Il gruppo Ala di Verdini ora fa parte della maggioranza? «No». Ma le riforme costituzionali sono passate grazie ai verdiniani e ai tosiani. «È normale che sulle riforme costituzionali ci siano maggioranze diverse, è sempre stato così. Ogni volta che votiamo le riforme ci sono maggioranza diverse.
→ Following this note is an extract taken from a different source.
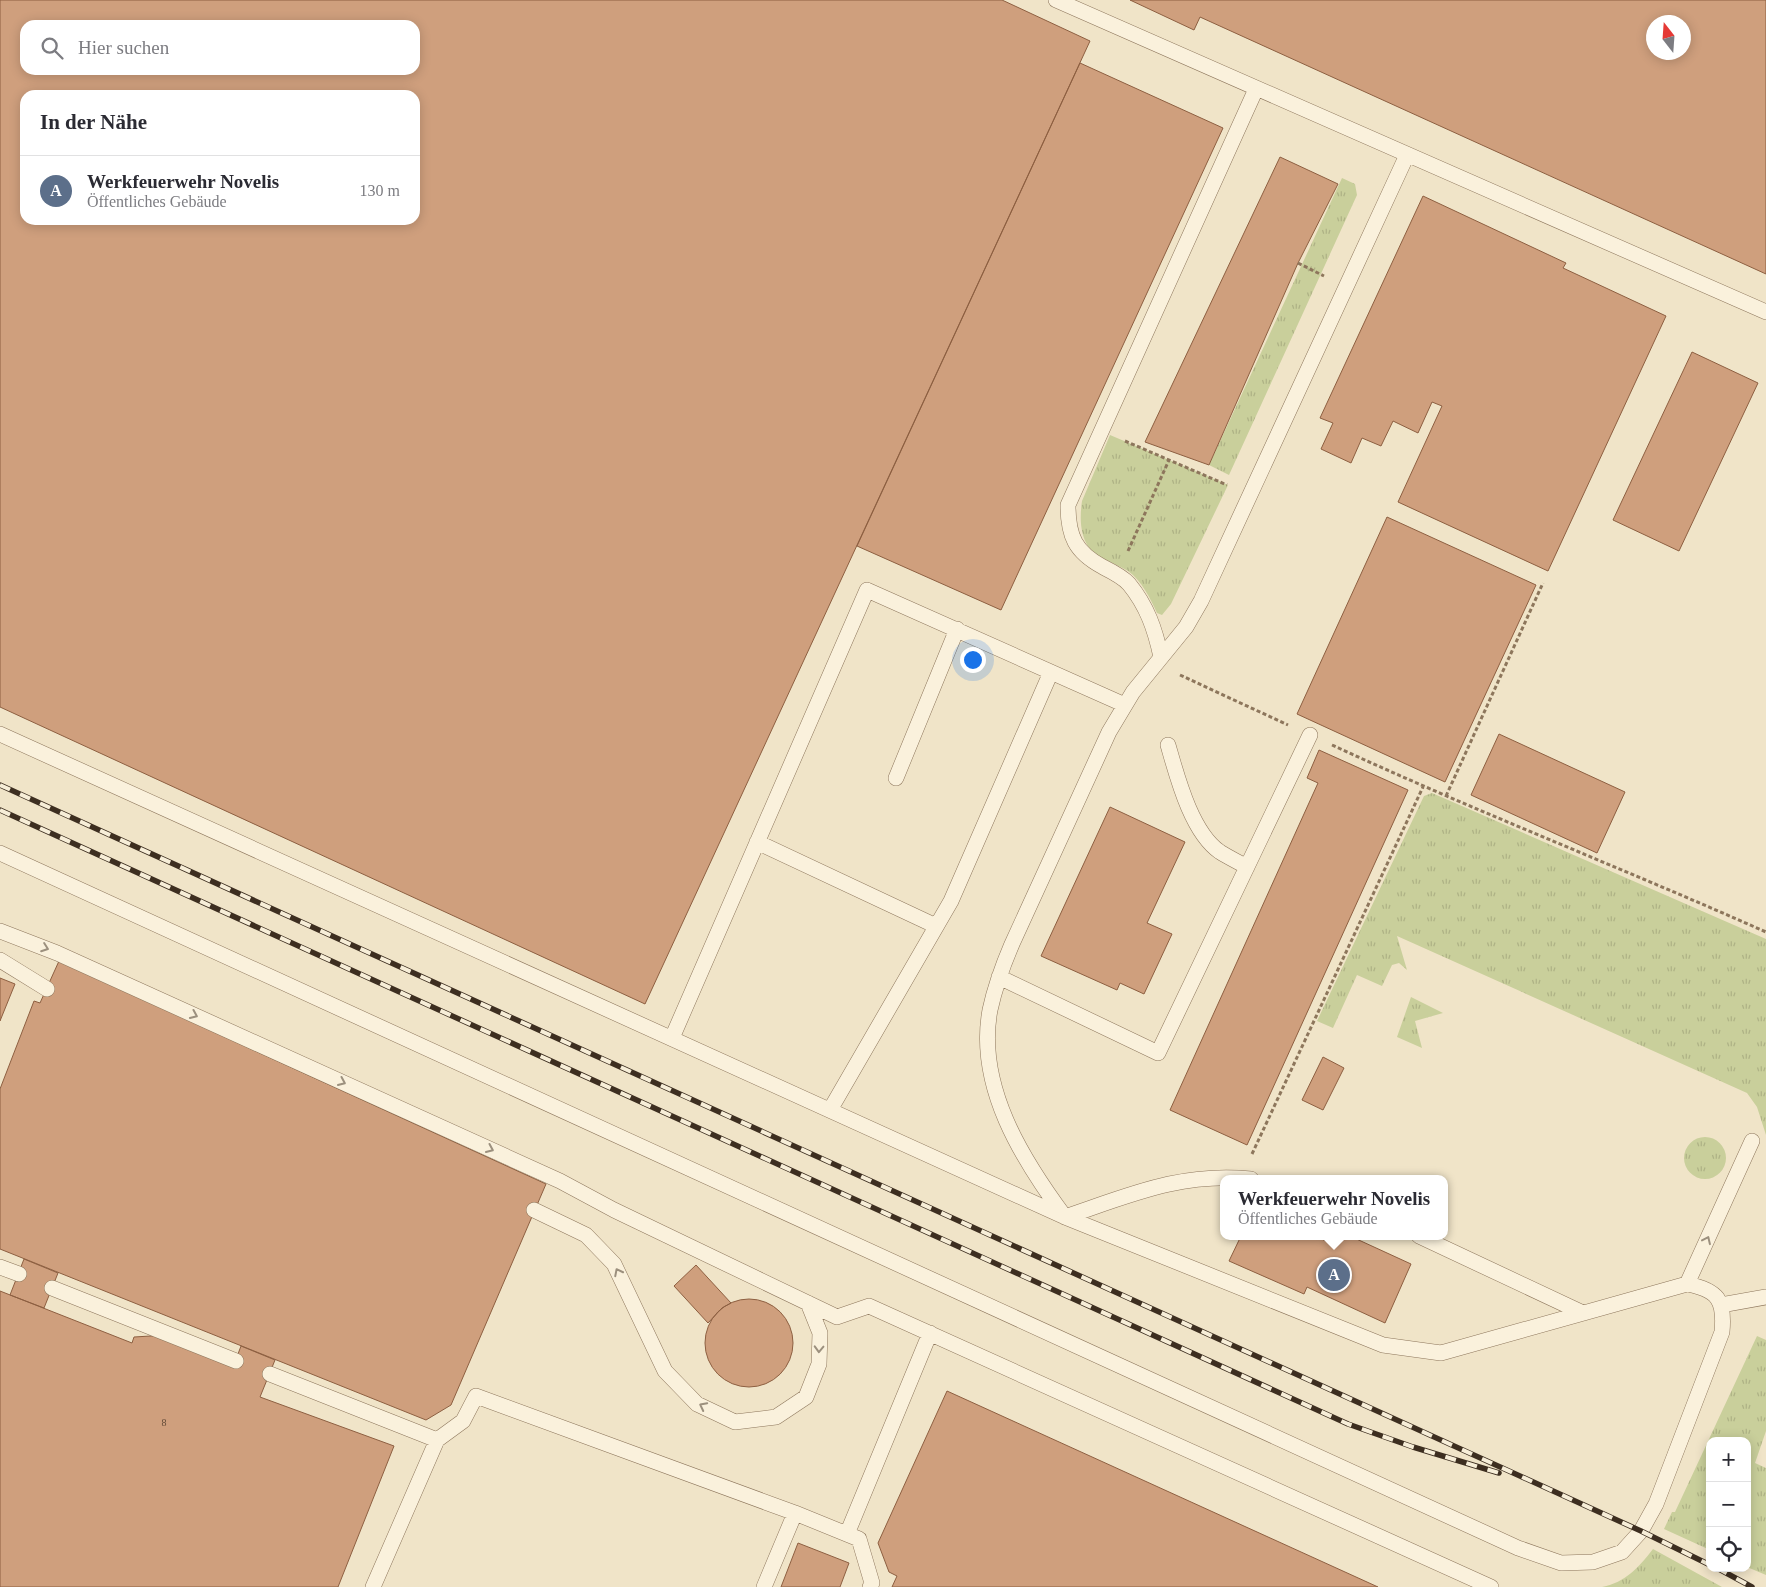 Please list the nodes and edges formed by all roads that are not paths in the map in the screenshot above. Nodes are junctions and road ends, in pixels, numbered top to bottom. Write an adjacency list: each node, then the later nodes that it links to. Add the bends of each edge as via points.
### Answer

Io so solo che in 180 senatori hanno votato in favore dell’abolizione del Senato, autoriformandosi, con un voto in più rispetto allo scorso ottobre». Matteo Renzi va nello studio di Bruno Vespa per registrare la puntata serale di Porta a porta dopo una giornata intensa: la mattina la conferenza stampa a Palazzo Chigi sui decreti attuativi della riforma Madia della Pa, con tanto di norma per licenziare entro 48 ore i lavoratori pubblici che timbrano per poi tornarsene a casa; poi a Losanna per la visita al Cio, dal presidente Thomas Bach, per fare il punto sulla candidatura della Capitale ai Giochi olimpici del 2024. E la polemica nel frattempo scoppiata sulle tre vicepresidenze delle commissioni andate in Senato al nuovo gruppo dei verdiniani, che la minoranza del Pd teme sia una ricompensa per l’ingresso di fatto in maggioranza dopo il via libera al Ddl Boschi, lo vede molto distante. «So che al gruppo di Verdini non è andata alcuna presidenza, che spetta alla maggioranza. So che è stato confermato quello di Forza Italia, Altero Matteoli. Quante vicepresidenze e a chi? francamente non lo so. Non mi appassiono».
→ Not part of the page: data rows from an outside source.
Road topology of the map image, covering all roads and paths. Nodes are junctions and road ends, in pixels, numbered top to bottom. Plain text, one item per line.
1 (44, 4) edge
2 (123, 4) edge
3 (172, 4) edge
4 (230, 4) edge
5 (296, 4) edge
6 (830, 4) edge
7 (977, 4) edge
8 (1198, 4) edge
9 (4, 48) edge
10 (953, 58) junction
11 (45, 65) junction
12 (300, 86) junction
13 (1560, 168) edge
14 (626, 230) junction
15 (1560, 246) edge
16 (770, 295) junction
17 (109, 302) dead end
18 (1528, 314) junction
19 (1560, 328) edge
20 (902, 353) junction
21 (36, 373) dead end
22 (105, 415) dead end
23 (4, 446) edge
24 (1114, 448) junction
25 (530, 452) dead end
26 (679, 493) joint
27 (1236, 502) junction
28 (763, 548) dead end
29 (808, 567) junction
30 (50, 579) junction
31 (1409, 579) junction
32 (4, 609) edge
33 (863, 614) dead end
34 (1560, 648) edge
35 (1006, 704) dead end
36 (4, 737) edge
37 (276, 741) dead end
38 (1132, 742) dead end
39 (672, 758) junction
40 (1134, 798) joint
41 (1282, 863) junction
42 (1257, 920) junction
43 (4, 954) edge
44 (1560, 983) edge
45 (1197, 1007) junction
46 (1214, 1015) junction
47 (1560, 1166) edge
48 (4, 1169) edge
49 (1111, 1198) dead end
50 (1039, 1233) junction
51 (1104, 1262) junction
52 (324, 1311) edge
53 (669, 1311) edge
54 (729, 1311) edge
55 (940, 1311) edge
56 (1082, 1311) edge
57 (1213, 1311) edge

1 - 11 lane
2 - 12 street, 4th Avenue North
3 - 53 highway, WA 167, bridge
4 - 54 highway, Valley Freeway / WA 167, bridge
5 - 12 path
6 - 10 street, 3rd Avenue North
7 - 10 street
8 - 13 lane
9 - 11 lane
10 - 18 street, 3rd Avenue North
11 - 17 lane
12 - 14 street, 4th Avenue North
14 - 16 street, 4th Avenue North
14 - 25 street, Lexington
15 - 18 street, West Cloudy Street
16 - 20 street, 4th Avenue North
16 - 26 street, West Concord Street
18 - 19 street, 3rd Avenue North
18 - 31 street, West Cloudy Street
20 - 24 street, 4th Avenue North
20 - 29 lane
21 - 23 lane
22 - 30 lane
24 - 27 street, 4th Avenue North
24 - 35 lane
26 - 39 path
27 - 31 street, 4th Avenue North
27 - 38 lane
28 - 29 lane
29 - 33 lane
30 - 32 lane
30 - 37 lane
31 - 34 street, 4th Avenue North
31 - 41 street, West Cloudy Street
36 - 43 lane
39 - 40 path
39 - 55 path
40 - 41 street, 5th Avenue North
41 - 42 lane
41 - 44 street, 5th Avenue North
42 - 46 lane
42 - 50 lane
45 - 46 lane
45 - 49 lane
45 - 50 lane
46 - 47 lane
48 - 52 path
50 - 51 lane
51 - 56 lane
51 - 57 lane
Minimizzare, insomma. Anche perché le vicepresidenze spettano normalmente all’opposizione, e che qualcuna sarebbe andata al nuovo gruppo verdiniano si sapeva già da giorni. Certo, le nomine sono state trattate con la maggioranza e non con le opposizioni. Dal momento che Forza Italia e Movimento 5 stelle hanno fatto asse per escludere la nuova formazione Ala dalle nomine - si spiega - il Pd si è fatto carico della questione. Tutto qui? Da Fi e M5S si grida al «mercimonio» e ai «voti in cambio di poltrone». E anche la minoranza dem non è tenera: «Forse è il caso che Renzi ci dica se esiste una nuova maggioranza politica che sostiene il governo e che comprende anche Verdini. Se è così si deve aprire un dibattito pubblico e in Parlamento», avverte il leader della sinistra interna Roberto Speranza proprio alla vigilia del direzione del Pd, convocata per oggi pomeriggio con all’ordine del giorno il tema delle amministrative, e quindi delle alleanze nelle città, e delle unioni civili.
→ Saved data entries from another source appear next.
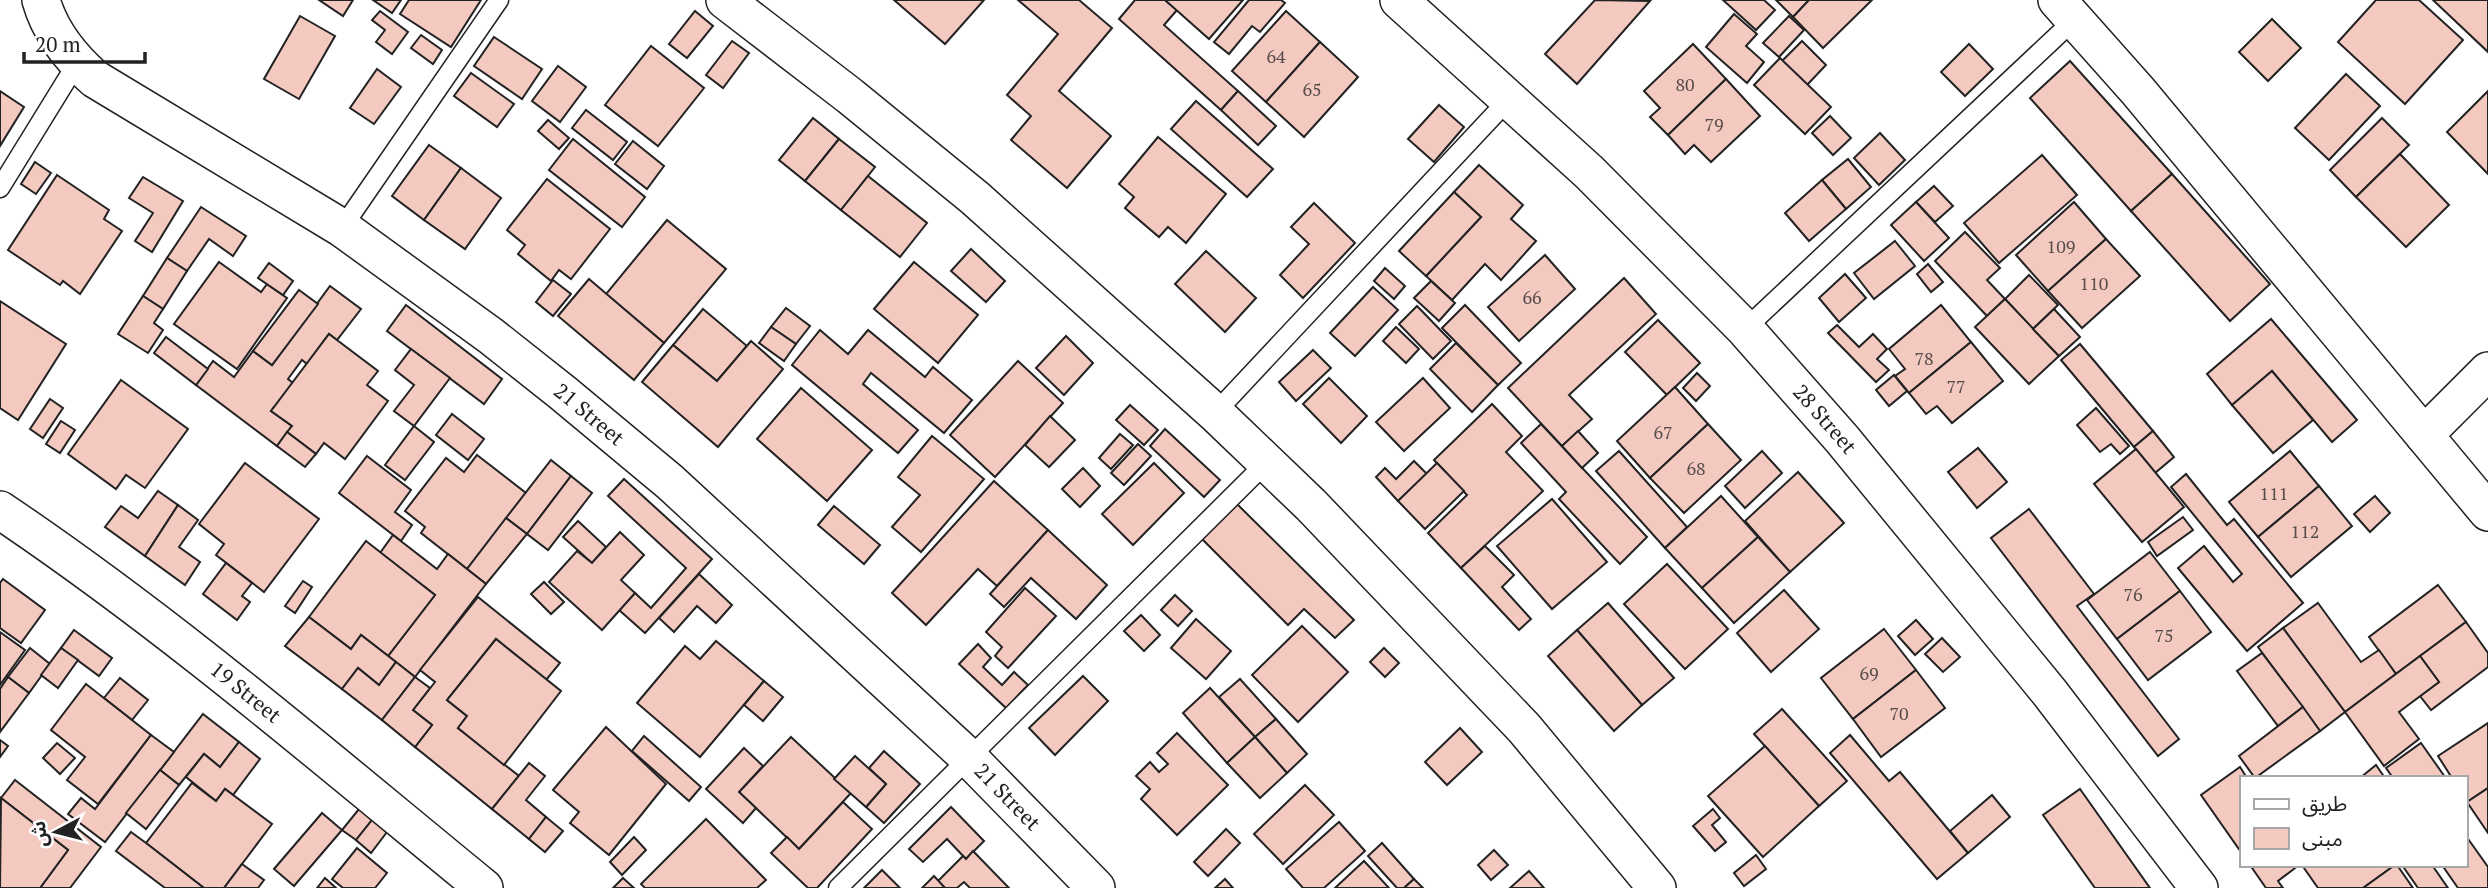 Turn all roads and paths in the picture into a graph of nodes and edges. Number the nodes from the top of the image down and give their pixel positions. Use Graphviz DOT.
graph roads {
  1 [pos="41,0"];
  2 [pos="499,0"];
  3 [pos="725,0"];
  4 [pos="1399,0"];
  5 [pos="2066,10"];
  6 [pos="77,63"];
  7 [pos="1509,99"];
  8 [pos="0,188"];
  9 [pos="342,228"];
  10 [pos="1745,329"];
  11 [pos="2488,371"];
  12 [pos="1215,413"];
  13 [pos="2424,435"];
  14 [pos="1266,463"];
  15 [pos="0,510"];
  16 [pos="2488,512"];
  17 [pos="969,758"];
  18 [pos="480,887"];
  19 [pos="838,888"];
  20 [pos="1096,888"];
  21 [pos="1657,888"];
  22 [pos="2199,888"];
  1 -- 6 [label="street, 21 Street"];
  2 -- 9 [label="lane"];
  3 -- 12 [label="street"];
  4 -- 7 [label="street, 28 Street"];
  5 -- 10 [label="lane"];
  5 -- 13 [label="street"];
  6 -- 8 [label="lane"];
  6 -- 9 [label="street, 21 Street"];
  7 -- 10 [label="street, 28 Street"];
  7 -- 12 [label="lane"];
  9 -- 17 [label="street, 21 Street"];
  10 -- 22 [label="street, 28 Street"];
  11 -- 13 [label="street"];
  12 -- 14 [label="street"];
  13 -- 16 [label="street"];
  14 -- 17 [label="lane"];
  14 -- 21 [label="street"];
  15 -- 18 [label="street, 19 Street"];
  17 -- 19 [label="lane"];
  17 -- 20 [label="street, 21 Street"];
}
Eppure la giornata di ieri del Pd in Parlamento, caso Verdini a parte, non è stata esaltante. Prima il governo che va sotto alla Camera, con voto segreto, su un emendamento di Fi al Ddl sull’omicidio stradale facendo ritornare il testo in Senato. Poi il “ribaltone” a Palazzo Madama al momento della votazione per il presidente della commissione Lavoro: invece di votare per l’esponente delle Autonomie indicato dalla maggioranza, almeno tre senatori del Pd hanno voluto fare lo sgambetto per protesta (la presidenza inizialmente era stata promessa proprio al Pd) confermando Arturo Matteoli di Fi. In entrambi i casi segnali di malessere, indipendenti dalle correnti, tutti interni al Pd. Oggi la direzione, con il vice Lorenzo Guerini che può portare a casa almeno la riapertura del dialogo tra Pd e Sel a Roma, dialogo da sempre sollecito dalla minoranza: il candidato di Si-Sel Stefano Fassina, ex Pd, potrebbe partecipare alle primarie di coalizione contro il renziano Roberto Giachetti. Un vertice tra il commissario romano nonché presidente del Pd Matteo Orfini e il responsabile romano di Sel Paolo Cento scioglierà il nodo la prossima settimana.